Stored data entries:

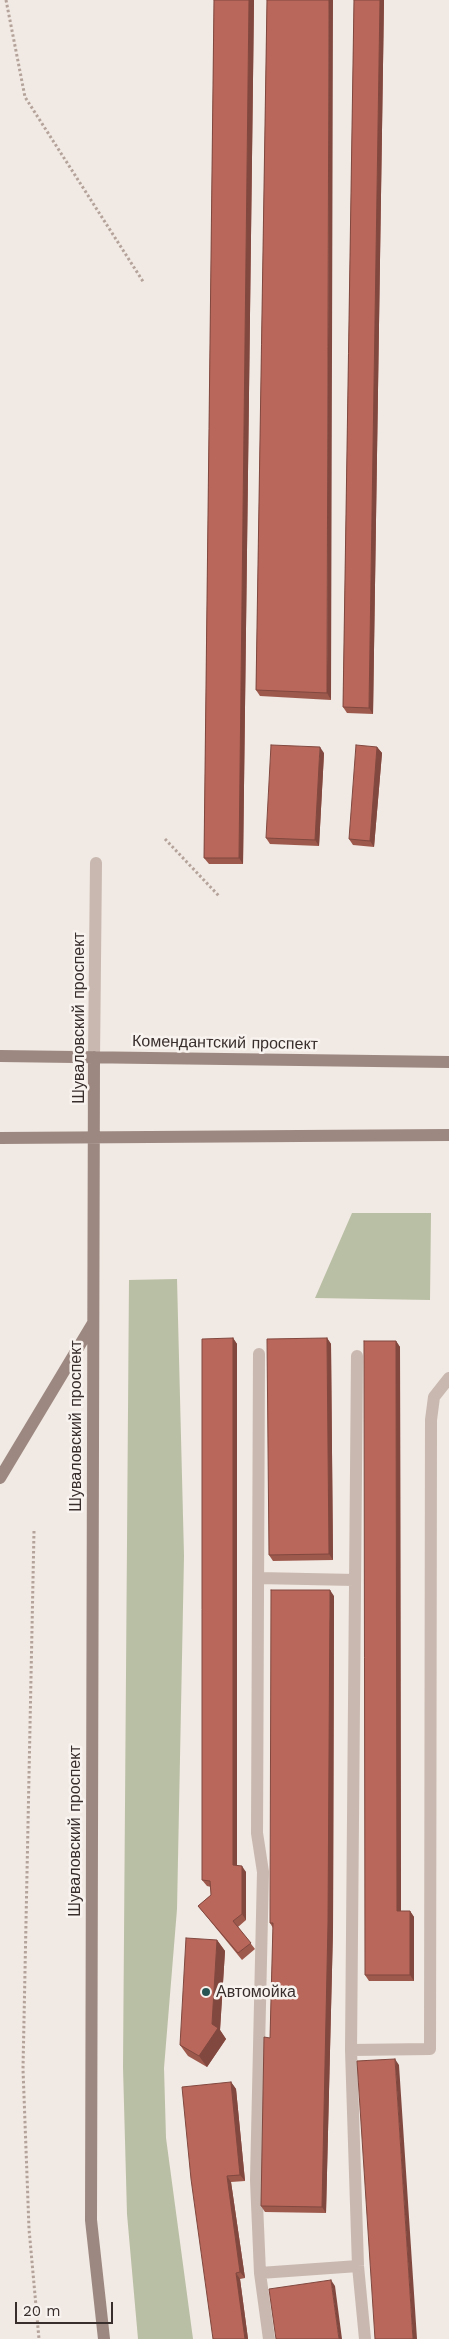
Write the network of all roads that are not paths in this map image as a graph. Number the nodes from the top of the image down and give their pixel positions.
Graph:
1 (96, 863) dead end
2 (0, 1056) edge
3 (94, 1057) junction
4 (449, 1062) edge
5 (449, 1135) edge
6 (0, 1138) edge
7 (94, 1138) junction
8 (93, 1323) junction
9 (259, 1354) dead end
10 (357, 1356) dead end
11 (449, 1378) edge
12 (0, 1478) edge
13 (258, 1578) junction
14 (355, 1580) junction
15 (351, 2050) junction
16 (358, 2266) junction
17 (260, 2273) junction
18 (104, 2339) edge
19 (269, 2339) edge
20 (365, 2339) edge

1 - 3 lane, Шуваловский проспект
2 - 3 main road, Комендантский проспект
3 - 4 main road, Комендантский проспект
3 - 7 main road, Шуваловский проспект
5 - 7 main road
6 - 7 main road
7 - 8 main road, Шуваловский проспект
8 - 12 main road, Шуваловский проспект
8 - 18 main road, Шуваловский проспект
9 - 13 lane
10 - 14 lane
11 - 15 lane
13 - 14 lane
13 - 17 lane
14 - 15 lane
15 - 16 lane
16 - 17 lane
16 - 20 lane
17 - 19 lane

--

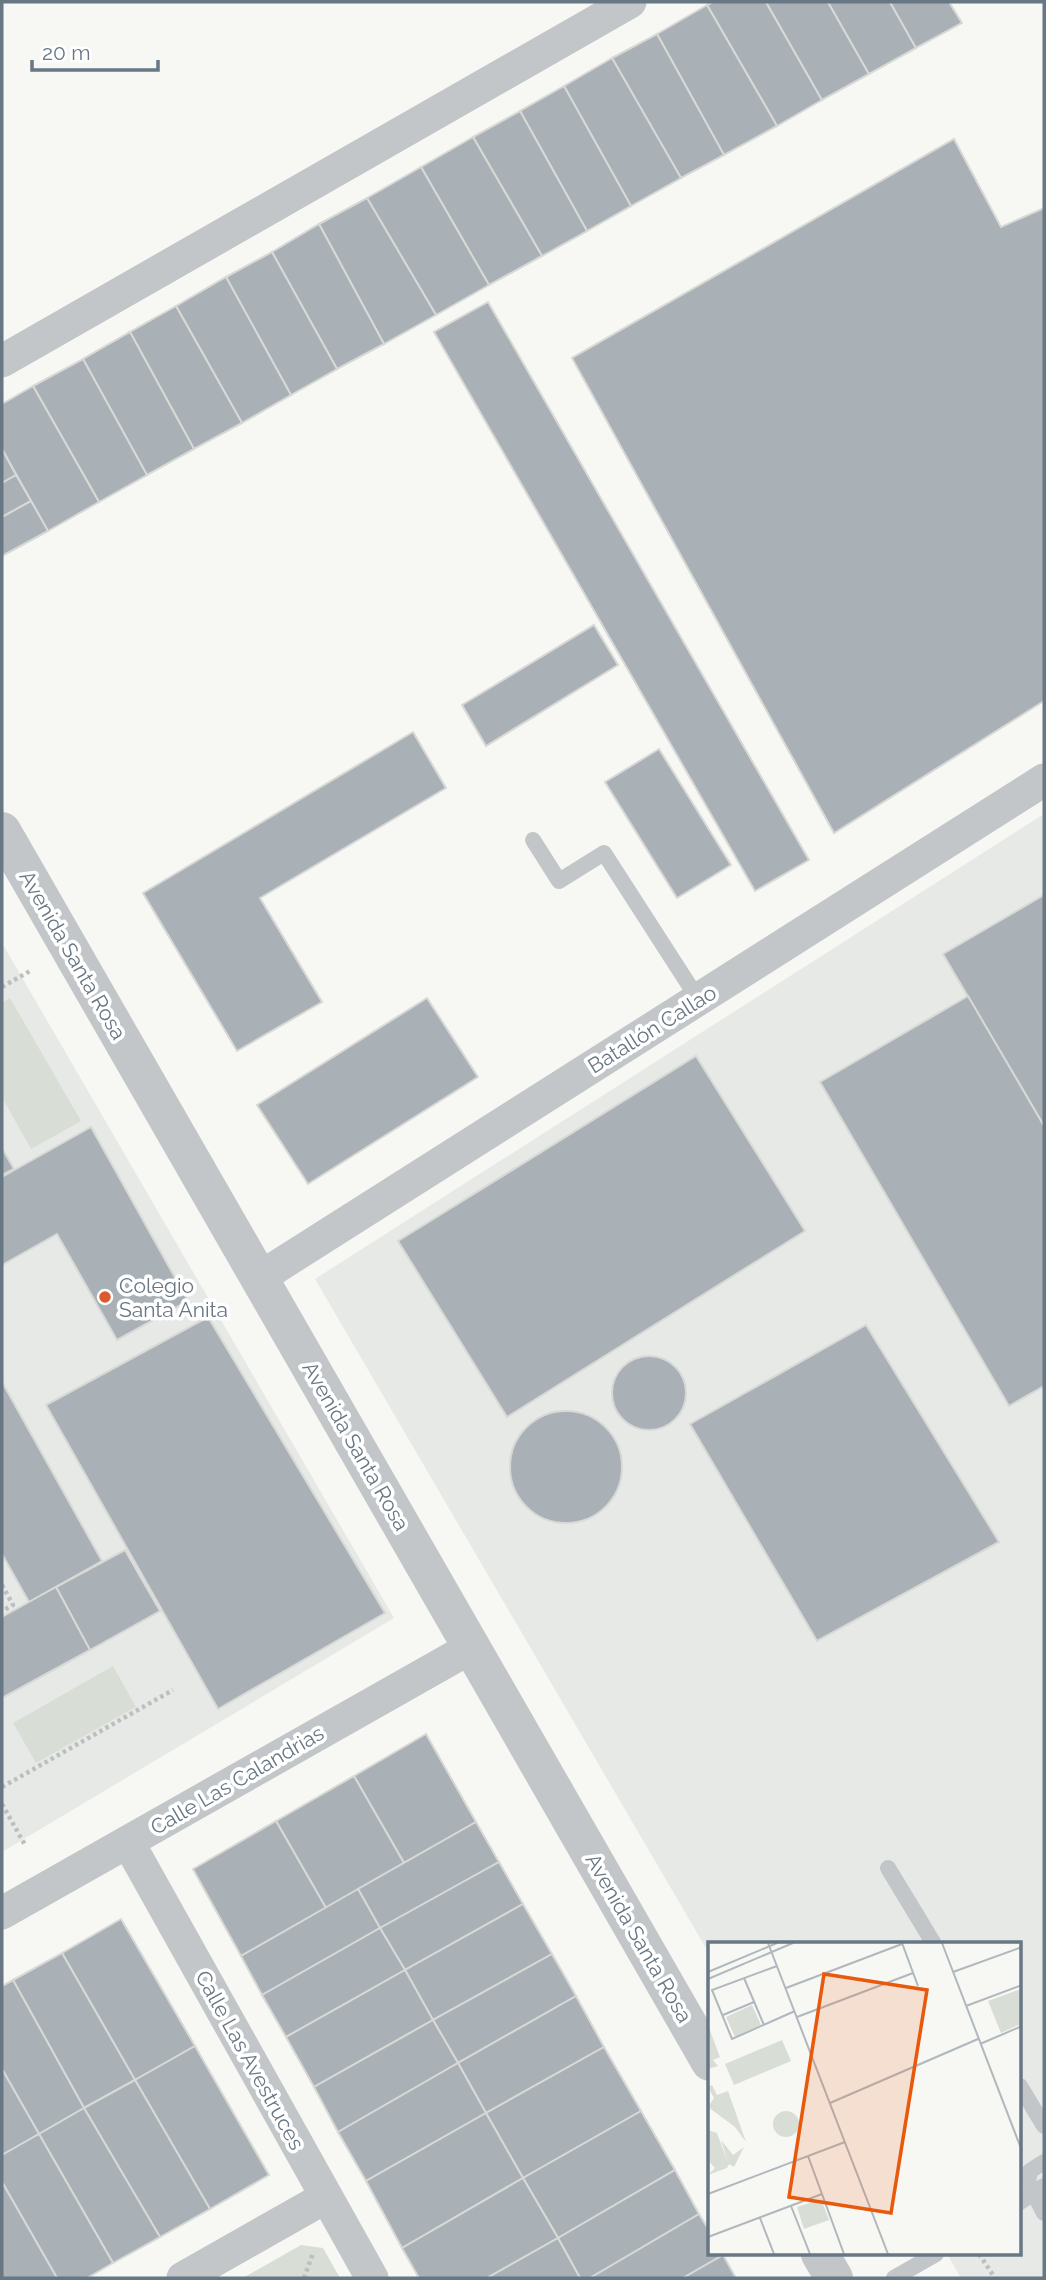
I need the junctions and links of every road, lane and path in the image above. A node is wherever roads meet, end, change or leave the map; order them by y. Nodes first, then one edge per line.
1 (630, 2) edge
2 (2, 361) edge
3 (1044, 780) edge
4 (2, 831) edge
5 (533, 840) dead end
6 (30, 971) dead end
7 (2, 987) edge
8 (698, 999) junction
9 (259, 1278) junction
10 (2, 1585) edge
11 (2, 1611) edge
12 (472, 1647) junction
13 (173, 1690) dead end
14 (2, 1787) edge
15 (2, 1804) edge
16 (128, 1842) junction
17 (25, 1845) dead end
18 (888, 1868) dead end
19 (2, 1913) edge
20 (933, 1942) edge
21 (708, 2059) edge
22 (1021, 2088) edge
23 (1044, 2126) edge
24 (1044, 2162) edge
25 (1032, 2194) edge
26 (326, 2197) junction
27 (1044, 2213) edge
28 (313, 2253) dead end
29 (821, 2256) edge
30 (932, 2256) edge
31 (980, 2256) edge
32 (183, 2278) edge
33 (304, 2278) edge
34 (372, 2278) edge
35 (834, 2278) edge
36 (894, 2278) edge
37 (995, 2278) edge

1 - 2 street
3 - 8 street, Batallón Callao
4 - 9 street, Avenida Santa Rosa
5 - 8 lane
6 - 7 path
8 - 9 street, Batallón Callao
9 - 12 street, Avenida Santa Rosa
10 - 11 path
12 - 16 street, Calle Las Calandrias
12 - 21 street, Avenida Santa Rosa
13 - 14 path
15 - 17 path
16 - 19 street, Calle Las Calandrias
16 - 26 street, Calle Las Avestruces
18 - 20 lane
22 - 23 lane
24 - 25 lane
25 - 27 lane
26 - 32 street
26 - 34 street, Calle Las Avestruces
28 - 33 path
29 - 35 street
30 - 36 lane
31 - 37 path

---

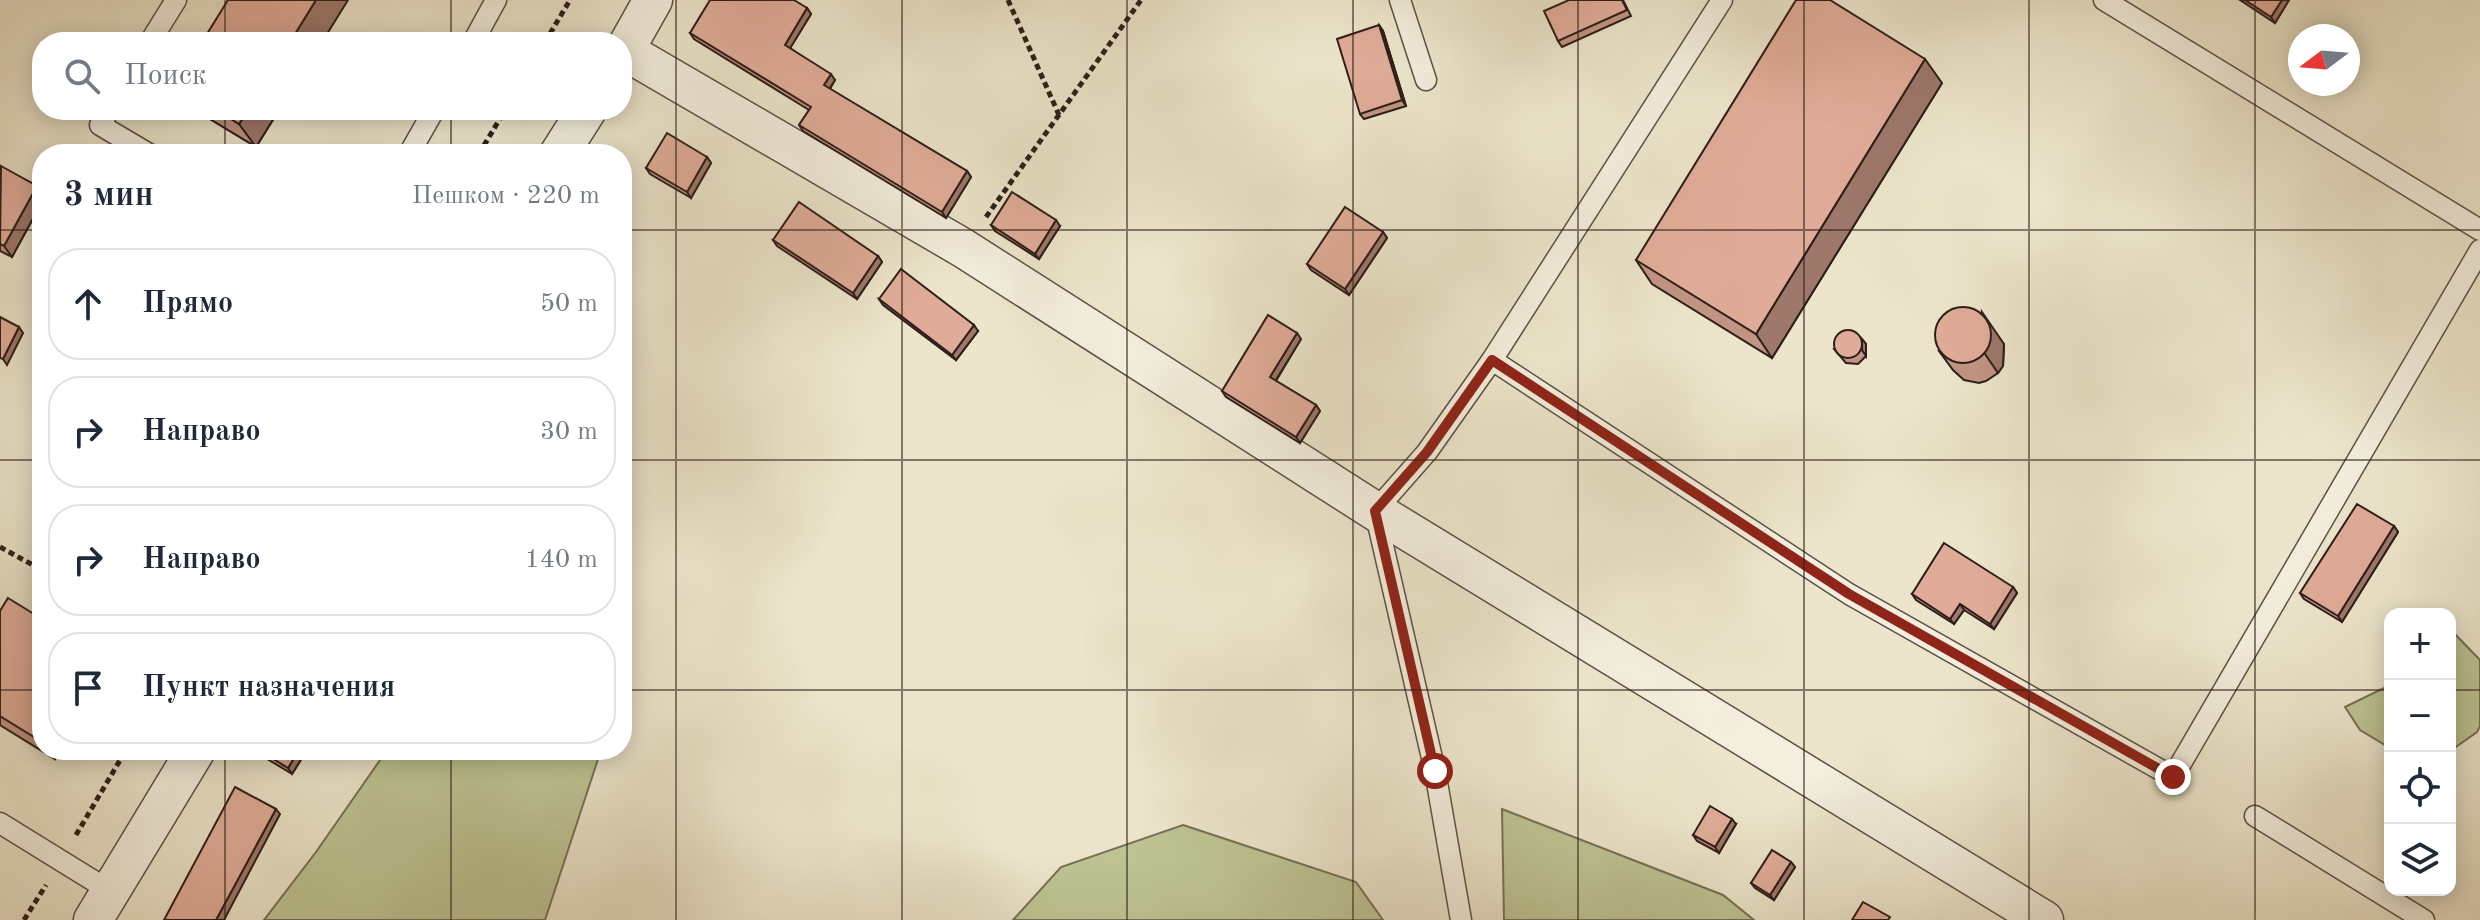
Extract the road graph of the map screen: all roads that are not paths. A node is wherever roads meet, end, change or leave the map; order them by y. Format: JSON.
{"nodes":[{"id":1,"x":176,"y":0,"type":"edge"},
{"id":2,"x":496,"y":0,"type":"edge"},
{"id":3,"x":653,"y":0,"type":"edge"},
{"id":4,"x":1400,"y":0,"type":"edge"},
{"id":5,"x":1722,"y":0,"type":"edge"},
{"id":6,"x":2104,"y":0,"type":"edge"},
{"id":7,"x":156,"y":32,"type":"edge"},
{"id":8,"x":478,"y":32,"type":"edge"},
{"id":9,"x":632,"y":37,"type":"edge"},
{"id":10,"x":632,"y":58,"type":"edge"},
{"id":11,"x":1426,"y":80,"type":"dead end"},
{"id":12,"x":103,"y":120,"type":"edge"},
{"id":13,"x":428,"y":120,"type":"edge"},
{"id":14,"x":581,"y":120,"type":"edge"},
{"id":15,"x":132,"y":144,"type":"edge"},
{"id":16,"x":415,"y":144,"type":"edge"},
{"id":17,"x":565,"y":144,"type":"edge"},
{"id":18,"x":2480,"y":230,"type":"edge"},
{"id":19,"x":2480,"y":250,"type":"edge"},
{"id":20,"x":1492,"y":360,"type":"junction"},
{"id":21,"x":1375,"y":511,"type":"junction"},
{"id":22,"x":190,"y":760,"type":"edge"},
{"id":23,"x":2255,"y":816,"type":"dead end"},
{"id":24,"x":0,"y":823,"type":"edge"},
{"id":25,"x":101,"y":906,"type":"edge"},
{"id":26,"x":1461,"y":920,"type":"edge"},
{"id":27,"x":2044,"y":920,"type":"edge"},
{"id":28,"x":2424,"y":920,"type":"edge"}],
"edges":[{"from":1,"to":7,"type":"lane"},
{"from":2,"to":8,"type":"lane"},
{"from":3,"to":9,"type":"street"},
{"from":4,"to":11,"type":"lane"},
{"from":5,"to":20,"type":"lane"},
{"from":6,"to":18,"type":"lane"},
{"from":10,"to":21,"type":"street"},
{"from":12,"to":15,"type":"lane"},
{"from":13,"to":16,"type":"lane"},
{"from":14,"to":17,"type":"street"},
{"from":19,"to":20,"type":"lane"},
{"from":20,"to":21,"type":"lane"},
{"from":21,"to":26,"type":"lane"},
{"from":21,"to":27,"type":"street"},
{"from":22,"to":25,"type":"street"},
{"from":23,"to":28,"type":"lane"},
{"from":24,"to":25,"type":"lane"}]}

- _TASK TO CARRY OUT_:
Go through the records and copy each line with "проспект" in it.

- _TASK SOLUTION_:
1 - 3 lane, Шуваловский проспект
2 - 3 main road, Комендантский проспект
3 - 4 main road, Комендантский проспект
3 - 7 main road, Шуваловский проспект
7 - 8 main road, Шуваловский проспект
8 - 12 main road, Шуваловский проспект
8 - 18 main road, Шуваловский проспект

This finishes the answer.